►
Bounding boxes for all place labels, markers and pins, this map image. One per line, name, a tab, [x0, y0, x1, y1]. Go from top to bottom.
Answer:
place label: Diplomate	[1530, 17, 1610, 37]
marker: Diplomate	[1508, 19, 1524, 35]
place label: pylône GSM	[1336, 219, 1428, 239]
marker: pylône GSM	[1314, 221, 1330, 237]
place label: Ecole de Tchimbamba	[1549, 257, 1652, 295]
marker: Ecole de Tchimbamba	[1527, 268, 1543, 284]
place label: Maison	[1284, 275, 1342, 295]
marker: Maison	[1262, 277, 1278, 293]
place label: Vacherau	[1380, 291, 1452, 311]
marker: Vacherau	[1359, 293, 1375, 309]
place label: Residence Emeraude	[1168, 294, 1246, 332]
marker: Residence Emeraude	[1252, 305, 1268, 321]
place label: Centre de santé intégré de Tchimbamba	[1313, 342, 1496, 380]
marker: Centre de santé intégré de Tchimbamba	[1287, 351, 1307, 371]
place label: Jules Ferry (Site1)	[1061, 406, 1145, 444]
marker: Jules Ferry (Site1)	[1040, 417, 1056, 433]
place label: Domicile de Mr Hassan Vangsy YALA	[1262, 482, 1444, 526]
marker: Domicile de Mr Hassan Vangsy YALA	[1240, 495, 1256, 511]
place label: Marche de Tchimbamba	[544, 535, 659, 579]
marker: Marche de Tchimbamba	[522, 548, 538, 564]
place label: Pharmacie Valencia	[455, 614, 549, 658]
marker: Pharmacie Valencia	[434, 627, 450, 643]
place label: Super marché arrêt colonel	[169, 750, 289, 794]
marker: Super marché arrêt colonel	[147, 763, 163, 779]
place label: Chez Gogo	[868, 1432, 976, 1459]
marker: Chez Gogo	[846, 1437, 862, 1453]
◄
The expected result is a copy of each line in the records where "YALA" appears.

place label: Domicile de Mr Hassan Vangsy YALA	[1262, 482, 1444, 526]
marker: Domicile de Mr Hassan Vangsy YALA	[1240, 495, 1256, 511]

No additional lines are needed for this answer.